It's an interesting question, aye.  I might have had my fees paid and gotten a grant when I did my first degree way back at the beginning of the '80's but I still worked as well.

The problem is that many of these 'protestors' are too used to the "Bank of Mum and Dad" and don't realise that sometimes you have to work to get something rather than having it handed to you.  

It is also the case that far too many people are being let into a university education that do not have the wherewithal to be there.  In my day {gruff Yorkskire voice} about 3% to 5% of young students were bright enough to qualify for university.  Now the statistics are more like 50%.  Is the youth of today really ten times brighter than my generation?

As to the attack on the Prince of Wales, I am sure we have some nice comfy prisons for those responsible.  Once they are identified they should be able to learn the important lesson of 'consequences' that they have so far been shielded from all their lives (assuming that it wasn't a bunch of political activists masquerading as students of course).


----------



## Tez3 (Dec 10, 2010)

Sukerkin said:


> It's an interesting question, aye. I might have had my fees paid and gotten a grant when I did my first degree way back at the beginning of the '80's but I still worked as well.
> 
> The problem is that many of these 'protestors' are too used to the "Bank of Mum and Dad" and don't realise that sometimes you have to work to get something rather than having it handed to you.
> 
> ...


 

The RAF sponsored me through uni.

I'm up for a proper discussion on the student issue but not when someone who is not British _looks down their nose at us sneering at us_. It would be good to get the facts right in the first place.


----------



## Nomad (Dec 10, 2010)

Tez3 said:


> I'm up for a proper discussion on the student issue but not when someone who is not British _looks down their nose at us sneering at us_. It would be good to get the facts right in the first place.



Right.  We all know that traditionally, the brits are supposed to be the ones looking down their noses at the rest of us plebes (kidding!)


----------



## K-man (Dec 10, 2010)

billcihak said:


> When socialists run out of money, the people who enabled the system better watch out. If you check out any news wire about the students in England who attacked the royals, you'll see some interesting video and photos. Why don't these "students" do the same thing so many American students do, work one or more jobs and pay your own way through school. Maybe if the taxes in England weren't so high, more wealthy people would set up more scholarships.


... or they could do what America has just done when they ran out of money and just print some more and call it 'economic restructuring'!


----------



## K-man (Dec 10, 2010)

Tez3 said:


> Oh goodie, a know all who can sort all our problems out.
> 
> Right you do know we aren't a socialist country? We have a Conservative and Lib Dem coalition, the 'socialists' are in Opposition.
> 
> ...





> Right you do know we aren't a socialist country? We have a Conservative and Lib Dem coalition, the 'socialists' are in Opposition.

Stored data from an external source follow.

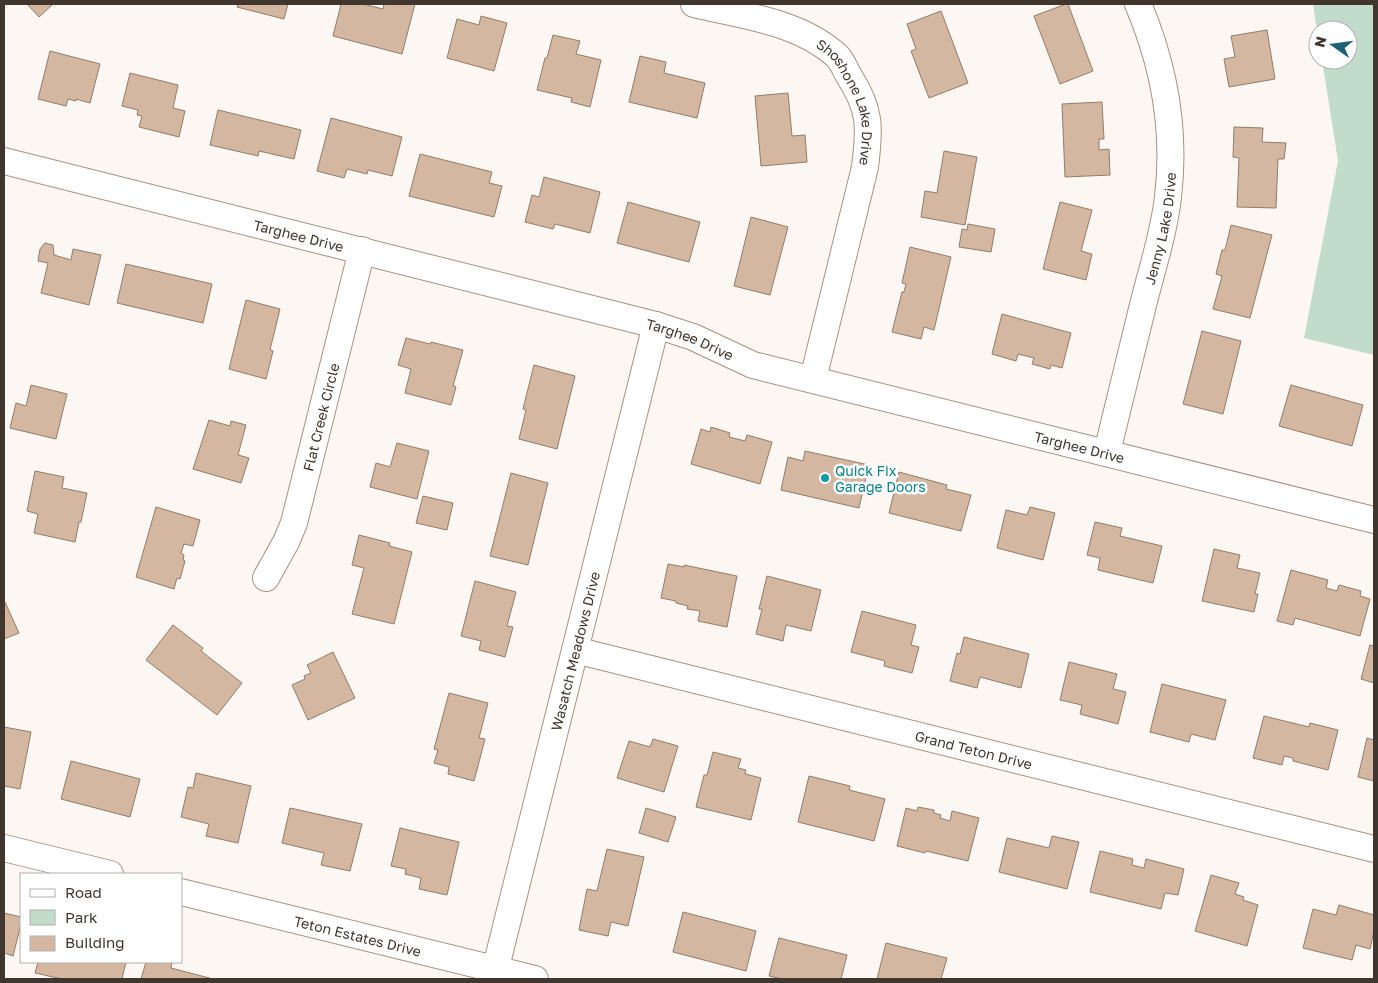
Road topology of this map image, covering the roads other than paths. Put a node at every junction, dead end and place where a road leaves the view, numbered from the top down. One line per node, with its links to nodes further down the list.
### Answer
1 (694, 4): 6 (street, Shoshone Lake Drive)
2 (1138, 4): 7 (street, Jenny Lake Drive)
3 (5, 166): 4 (street, Targhee Drive)
4 (362, 250): 5 (street, Targhee Drive); 9 (street, Flat Creek Circle)
5 (656, 325): 6 (street, Targhee Drive); 10 (street, Wasatch Meadows Drive)
6 (813, 379): 7 (street, Targhee Drive)
7 (1107, 452): 8 (street, Targhee Drive)
8 (1374, 520)
9 (266, 578)
10 (575, 650): 12 (street, Grand Teton Drive); 15 (street, Wasatch Meadows Drive)
11 (4, 848): 13 (street)
12 (1374, 849)
13 (106, 873)
14 (182, 892): 15 (street, Teton Estates Drive)
15 (494, 974): 16 (street, Teton Estates Drive)
16 (535, 979)

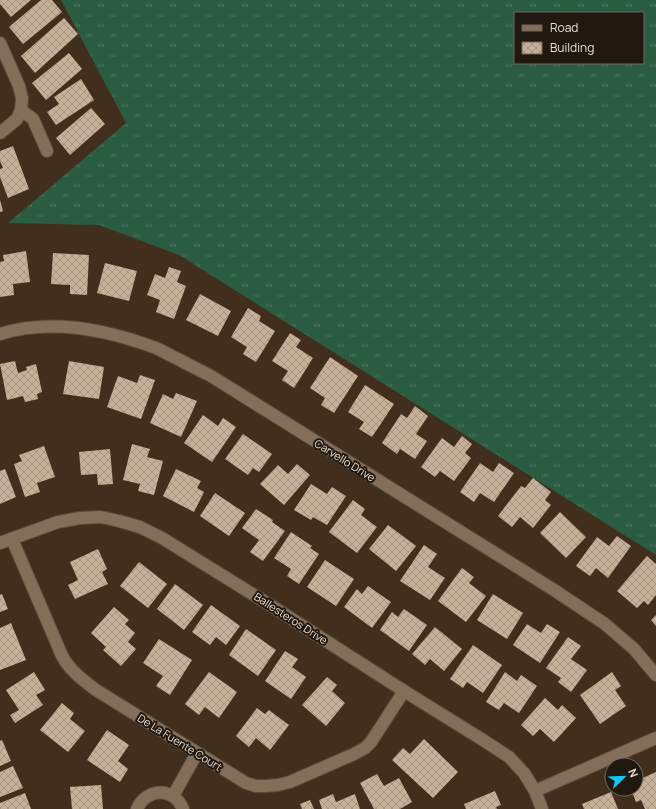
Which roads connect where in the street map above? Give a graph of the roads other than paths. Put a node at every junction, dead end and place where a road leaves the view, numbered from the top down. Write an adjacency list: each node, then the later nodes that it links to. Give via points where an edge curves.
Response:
1 (0, 43): 2 (street, via 19,86)
2 (21, 110): 3 (street, via 17,119); 4 (street, via 33,119)
3 (0, 133)
4 (47, 151)
5 (0, 334): 8 (street, Carvello Drive, via 38,326 65,327 100,332 158,349 204,373 554,590 605,624 634,649)
6 (12, 539): 7 (street, Ballesteros Drive); 9 (street, Ballesteros Drive, via 58,522 80,518 100,517 140,527 241,586); 11 (street, De La Fuente Court, via 64,660 71,670 96,690)
7 (0, 543)
8 (656, 675)
9 (404, 691): 11 (street, De La Fuente Court, via 365,748 290,782 266,786 246,783); 12 (street, Ballesteros Drive, via 509,757 524,773)
10 (656, 738): 12 (street)
11 (197, 753): 13 (street)
12 (535, 791): 16 (street, Ballesteros Drive)
13 (173, 796): 14 (street, via 166,793 151,794 144,798); 15 (street)
14 (138, 809)
15 (184, 809)
16 (542, 809)

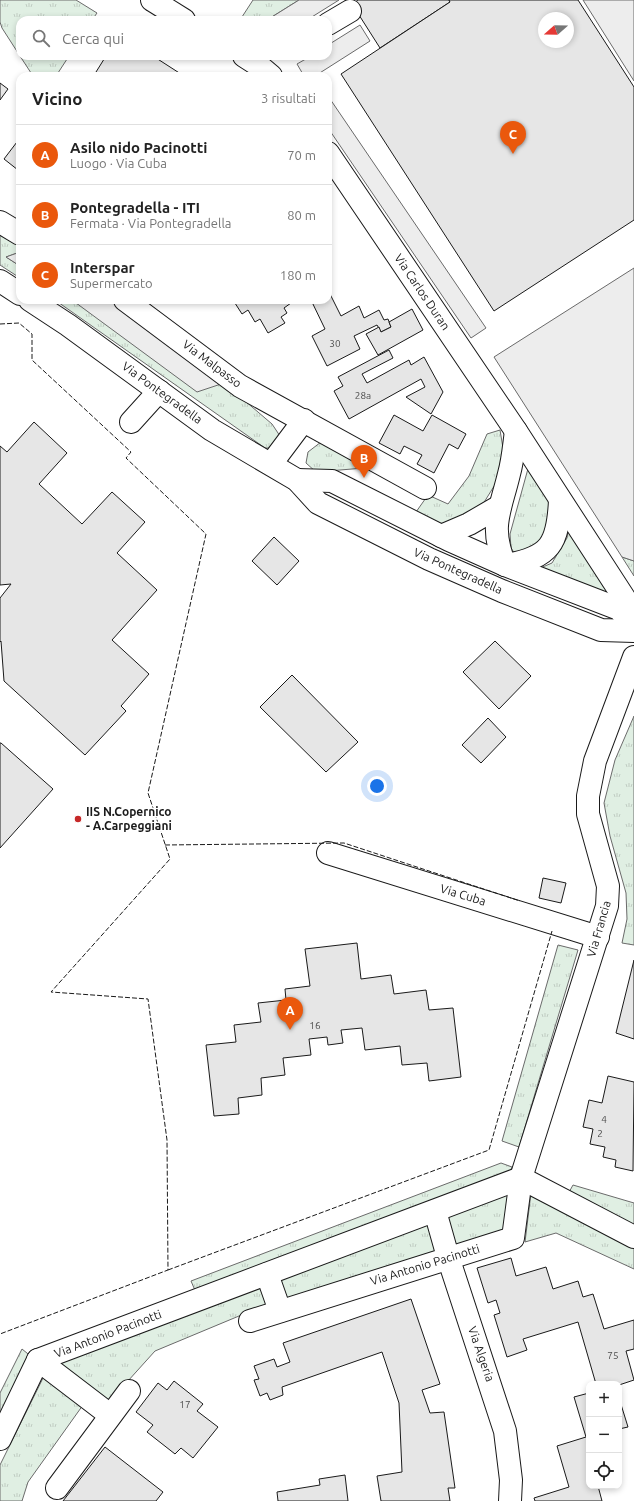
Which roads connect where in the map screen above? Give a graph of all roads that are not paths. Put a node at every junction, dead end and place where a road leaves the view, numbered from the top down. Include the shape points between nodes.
1 (152, 0) edge
2 (350, 11) dead end
3 (178, 16) edge
4 (332, 22) edge
5 (332, 159) edge
6 (0, 222) edge
7 (16, 232) edge
8 (0, 281) edge
9 (16, 291) edge
10 (36, 304) edge
11 (130, 304) edge
12 (159, 391) junction
13 (304, 420) junction
14 (131, 422) dead end
15 (516, 431) junction
16 (271, 464) junction
17 (297, 480) junction
18 (425, 488) dead end
19 (560, 500) junction
20 (500, 506) junction
21 (441, 536) junction
22 (505, 565) junction
23 (494, 587) junction
24 (634, 613) edge
25 (634, 627) edge
26 (634, 631) edge
27 (634, 656) edge
28 (328, 853) dead end
29 (598, 937) junction
30 (521, 1178) junction
31 (435, 1210) junction
32 (634, 1237) edge
33 (448, 1257) junction
34 (267, 1274) junction
35 (280, 1311) junction
36 (250, 1321) dead end
37 (38, 1360) junction
38 (129, 1391) dead end
39 (110, 1414) junction
40 (0, 1439) edge
41 (57, 1488) dead end
42 (510, 1501) edge

1 - 3 street
2 - 4 street
5 - 15 street, Via Carlos Duran
6 - 7 street
8 - 9 street
10 - 12 street, Via Pontegradella
11 - 13 street, Via Malpasso via 240,386
12 - 14 street
12 - 16 street, Via Pontegradella via 212,430
13 - 16 street
13 - 18 street, Via Malpasso
15 - 19 street, Via Carlos Duran
15 - 20 street via 509,474
16 - 17 street, Via Pontegradella
17 - 21 street, Via Pontegradella via 332,481
17 - 23 street, Via Pontegradella via 318,503 429,559
19 - 22 street via 554,539 535,558
19 - 24 street, Via Carlos Duran
20 - 21 street
20 - 22 street via 496,536
21 - 22 street, Via Pontegradella
22 - 23 street
22 - 25 street, Via Pontegradella via 619,609
23 - 26 street, Via Pontegradella via 601,630
27 - 29 street, Via Francia via 595,761 588,796 591,824 608,886 607,906
28 - 29 street, Via Cuba
29 - 30 street, Via Francia
30 - 31 street, Via Antonio Pacinotti
30 - 32 street
30 - 33 street, Via Antonio Pacinotti via 513,1238
31 - 33 street, Via Algeria
31 - 34 street, Via Antonio Pacinotti
33 - 35 street, Via Antonio Pacinotti
33 - 42 street, Via Algeria via 506,1431 511,1480
34 - 35 street
34 - 37 street, Via Antonio Pacinotti
35 - 36 street, Via Antonio Pacinotti
37 - 39 street, Via Antonio Pacinotti
37 - 40 street
38 - 39 street
39 - 41 street

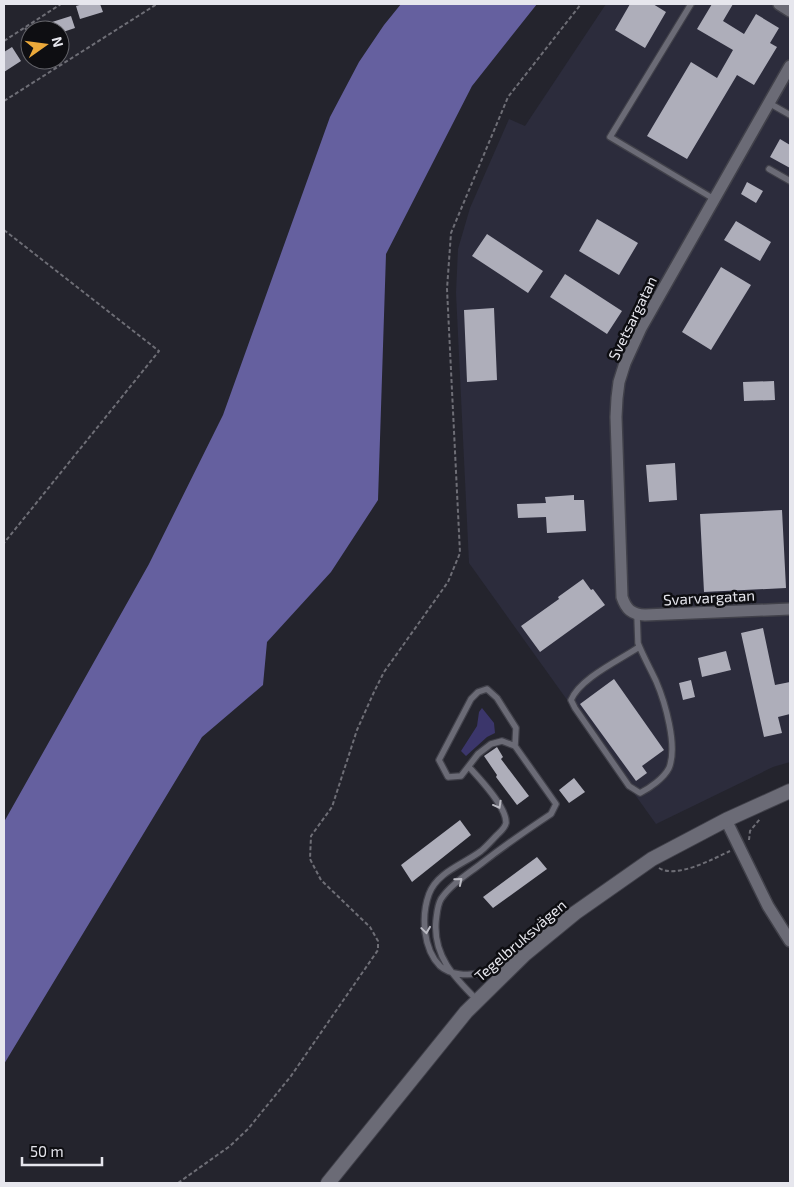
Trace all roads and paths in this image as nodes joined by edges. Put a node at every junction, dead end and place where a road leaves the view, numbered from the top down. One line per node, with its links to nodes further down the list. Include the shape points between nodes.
1 (62, 4): 7 (path)
2 (157, 4): 10 (path)
3 (581, 4): 35 (path, via 508,97 451,233 447,289 460,553 448,582 384,672 356,730 332,808 311,836 310,859 321,880 370,926 378,941 378,950 291,1076 248,1130)
4 (691, 4): 18 (lane, via 610,137)
5 (778, 4): 6 (street)
6 (790, 11)
7 (37, 20)
8 (20, 31): 9 (path)
9 (4, 41)
10 (70, 59)
11 (790, 66): 14 (street, Svetsargatan)
12 (53, 70): 13 (path)
13 (4, 101)
14 (769, 102): 15 (lane); 18 (street, Svetsargatan)
15 (790, 115)
16 (769, 169): 17 (lane)
17 (790, 181)
18 (714, 199): 22 (street, Svetsargatan, via 641,328 619,382 616,417 622,597 625,607)
19 (4, 230): 20 (path, via 159,350)
20 (4, 543)
21 (790, 609): 22 (street, Svarvargatan)
22 (633, 613): 23 (lane)
23 (639, 647): 23 (lane, via 660,692 669,724 672,753 670,767 664,776 640,793 630,786 572,700 574,693 585,683)
24 (515, 746): 25 (lane, via 502,741 491,744); 25 (lane, via 516,728 497,698 487,689 478,692 471,699 439,760 448,777 461,776); 33 (lane, one-way to 24, via 438,948 435,930 441,900 470,872 551,814 556,804)
25 (469, 767): 33 (lane, one-way to 33, via 488,788 506,821 504,828 481,851 445,874 429,892 426,935 438,963)
26 (790, 791): 28 (street, Tegelbruksvägen)
27 (762, 818): 29 (path, via 750,831 749,842)
28 (726, 820): 29 (street); 30 (street, Tegelbruksvägen)
29 (738, 846): 30 (path, via 701,864 675,871 664,871); 32 (street)
30 (652, 859): 31 (street, Tegelbruksvägen)
31 (542, 940): 33 (lane, via 482,973); 34 (street, Tegelbruksvägen)
32 (790, 941)
33 (450, 971): 34 (lane)
34 (477, 1000): 36 (street, Tegelbruksvägen)
35 (178, 1183)
36 (328, 1183)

 Do you have the same problem we do? How do you tell them apart? :erg:

Seriously though, it does look bad on the telly.

Australian University fees are now $80,000 to $100,000 per course and if you divide that by 4 or 5 you get the cost per year. That makes our fees more expensive than Britain's but the students don't pay up front. They incur a debt then repay the money over a long period when they are earning more than a certain amount. :asian:


----------



## Tez3 (Dec 10, 2010)

Nomad said:


> Right. We all know that traditionally, the brits are supposed to be the ones looking down their noses at the rest of us plebes (kidding!)


 
Ah there you are wrong! it's the English that do that, ask the Scots lol! More specifically it's the people from Surrey, they feel they are the centre of the world 

I don't think a little scrote should be sneering at us when he can't actually manage to cut and paste yet. He's run down his own country and is now starting on ours.


----------



## granfire (Dec 10, 2010)

(scrote?)


----------



## K-man (Dec 10, 2010)

granfire said:


> (scrote?)


 
-noun- Literally short for scrotum. When a person, usually a male, is so useless and insignificant that they do not deserve the tiny effort it takes to spit out a second offensive syllable; less than a scrotum.
"just say no to crack" was all I could think of as I watched that snivelling scrote crawl the room on his hands and knees looking for a rock....


----------



## granfire (Dec 10, 2010)

K-man said:


> -noun- Literally short for scrotum. When a person, usually a male, is so useless and insignificant that they do not deserve the tiny effort it takes to spit out a second offensive syllable; less than a scrotum.
> "just say no to crack" was all I could think of as I watched that snivelling scrote crawl the room on his hands and knees looking for a rock....



<snork>

I was not sure though figured as much...thought it was a Brit special...
:lfao:


----------



## Flying Crane (Dec 10, 2010)

K-man said:


> -noun- Literally short for scrotum. When a person, usually a male, is so useless and insignificant that they do not deserve the tiny effort it takes to spit out a second offensive syllable; less than a scrotum.
> "just say no to crack" was all I could think of as I watched that snivelling scrote crawl the room on his hands and knees looking for a rock....


 
my god, that is really funny.:rofl::asian:


----------



## billc (Dec 10, 2010)

Yes, American politicians have spent us into a looming disaster as well.  The funny thing is when these same people tell us the solution is to let them raise taxes, so that they can get more money to solve the problem.


----------



## Tez3 (Dec 10, 2010)

Flying Crane said:


> my god, that is really funny.:rofl::asian:


 
I'm trying not to let Bob catch on, he'll add half my vocabulary to the censorship thingy!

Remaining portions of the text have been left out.